»»
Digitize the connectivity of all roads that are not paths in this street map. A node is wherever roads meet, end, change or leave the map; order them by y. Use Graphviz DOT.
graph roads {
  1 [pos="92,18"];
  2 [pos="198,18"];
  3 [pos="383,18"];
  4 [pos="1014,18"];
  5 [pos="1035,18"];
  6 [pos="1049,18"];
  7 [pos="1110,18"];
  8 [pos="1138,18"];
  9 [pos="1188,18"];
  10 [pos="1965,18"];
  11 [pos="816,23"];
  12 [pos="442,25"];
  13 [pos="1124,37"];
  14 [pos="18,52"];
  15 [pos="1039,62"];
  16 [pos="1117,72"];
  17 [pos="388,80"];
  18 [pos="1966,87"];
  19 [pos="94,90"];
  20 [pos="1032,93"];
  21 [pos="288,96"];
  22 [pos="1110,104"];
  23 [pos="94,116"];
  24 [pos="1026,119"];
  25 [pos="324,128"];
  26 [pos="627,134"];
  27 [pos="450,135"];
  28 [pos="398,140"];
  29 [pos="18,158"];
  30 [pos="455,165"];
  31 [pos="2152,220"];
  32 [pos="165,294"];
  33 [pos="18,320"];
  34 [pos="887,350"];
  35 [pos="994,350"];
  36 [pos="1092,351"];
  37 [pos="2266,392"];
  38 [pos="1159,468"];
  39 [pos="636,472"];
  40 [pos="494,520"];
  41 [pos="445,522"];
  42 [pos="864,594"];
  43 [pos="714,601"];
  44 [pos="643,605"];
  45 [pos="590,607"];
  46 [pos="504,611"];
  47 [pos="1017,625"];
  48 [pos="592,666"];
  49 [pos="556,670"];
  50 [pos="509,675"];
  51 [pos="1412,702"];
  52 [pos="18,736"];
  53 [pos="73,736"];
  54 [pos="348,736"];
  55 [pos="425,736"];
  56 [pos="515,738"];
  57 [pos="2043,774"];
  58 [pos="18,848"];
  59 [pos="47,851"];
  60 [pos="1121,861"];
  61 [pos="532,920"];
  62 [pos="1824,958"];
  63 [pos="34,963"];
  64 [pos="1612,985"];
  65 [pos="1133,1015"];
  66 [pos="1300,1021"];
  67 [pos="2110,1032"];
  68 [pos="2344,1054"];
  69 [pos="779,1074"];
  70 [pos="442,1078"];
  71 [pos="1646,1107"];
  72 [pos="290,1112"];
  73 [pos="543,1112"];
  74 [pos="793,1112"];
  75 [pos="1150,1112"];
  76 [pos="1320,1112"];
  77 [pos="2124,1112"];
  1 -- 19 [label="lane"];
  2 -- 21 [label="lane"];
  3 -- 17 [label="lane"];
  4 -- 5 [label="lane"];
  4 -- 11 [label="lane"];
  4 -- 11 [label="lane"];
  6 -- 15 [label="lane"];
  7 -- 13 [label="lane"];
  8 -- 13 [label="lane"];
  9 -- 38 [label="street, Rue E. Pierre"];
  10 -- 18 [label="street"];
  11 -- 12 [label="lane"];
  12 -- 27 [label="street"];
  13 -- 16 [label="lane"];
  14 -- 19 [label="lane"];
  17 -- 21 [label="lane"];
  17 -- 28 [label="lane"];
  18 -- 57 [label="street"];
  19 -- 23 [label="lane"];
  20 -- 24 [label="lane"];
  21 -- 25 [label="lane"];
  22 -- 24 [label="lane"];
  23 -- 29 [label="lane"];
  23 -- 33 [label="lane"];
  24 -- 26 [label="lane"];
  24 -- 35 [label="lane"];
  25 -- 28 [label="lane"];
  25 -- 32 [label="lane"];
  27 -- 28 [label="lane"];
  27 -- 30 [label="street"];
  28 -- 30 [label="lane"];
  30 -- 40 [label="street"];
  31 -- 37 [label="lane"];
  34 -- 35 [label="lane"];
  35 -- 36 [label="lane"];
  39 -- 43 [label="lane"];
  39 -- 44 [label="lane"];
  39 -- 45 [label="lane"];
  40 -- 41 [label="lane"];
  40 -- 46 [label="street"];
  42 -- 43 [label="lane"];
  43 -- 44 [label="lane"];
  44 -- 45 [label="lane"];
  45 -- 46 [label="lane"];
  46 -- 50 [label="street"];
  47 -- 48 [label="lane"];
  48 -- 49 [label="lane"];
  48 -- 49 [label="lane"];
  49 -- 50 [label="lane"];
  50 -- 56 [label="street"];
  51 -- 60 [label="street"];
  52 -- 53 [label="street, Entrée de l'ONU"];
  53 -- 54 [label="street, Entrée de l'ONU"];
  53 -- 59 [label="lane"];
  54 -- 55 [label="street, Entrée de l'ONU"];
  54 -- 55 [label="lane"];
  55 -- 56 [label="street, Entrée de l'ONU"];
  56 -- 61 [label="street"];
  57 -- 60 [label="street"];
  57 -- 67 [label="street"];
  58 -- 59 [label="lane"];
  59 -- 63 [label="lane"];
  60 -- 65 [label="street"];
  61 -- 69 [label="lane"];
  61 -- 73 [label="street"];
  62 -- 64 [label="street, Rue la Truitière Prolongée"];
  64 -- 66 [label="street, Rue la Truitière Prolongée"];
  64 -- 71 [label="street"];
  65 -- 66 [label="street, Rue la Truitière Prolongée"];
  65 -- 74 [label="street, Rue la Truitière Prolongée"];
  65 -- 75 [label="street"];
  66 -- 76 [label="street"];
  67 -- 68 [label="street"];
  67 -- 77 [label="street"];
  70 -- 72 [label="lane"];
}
««
» Task prompt:
Isolate each line of the listing above that includes "Entrée". Copy it.

» Solution to this problem:
  52 -- 53 [label="street, Entrée de l'ONU"];
  53 -- 54 [label="street, Entrée de l'ONU"];
  54 -- 55 [label="street, Entrée de l'ONU"];
  55 -- 56 [label="street, Entrée de l'ONU"];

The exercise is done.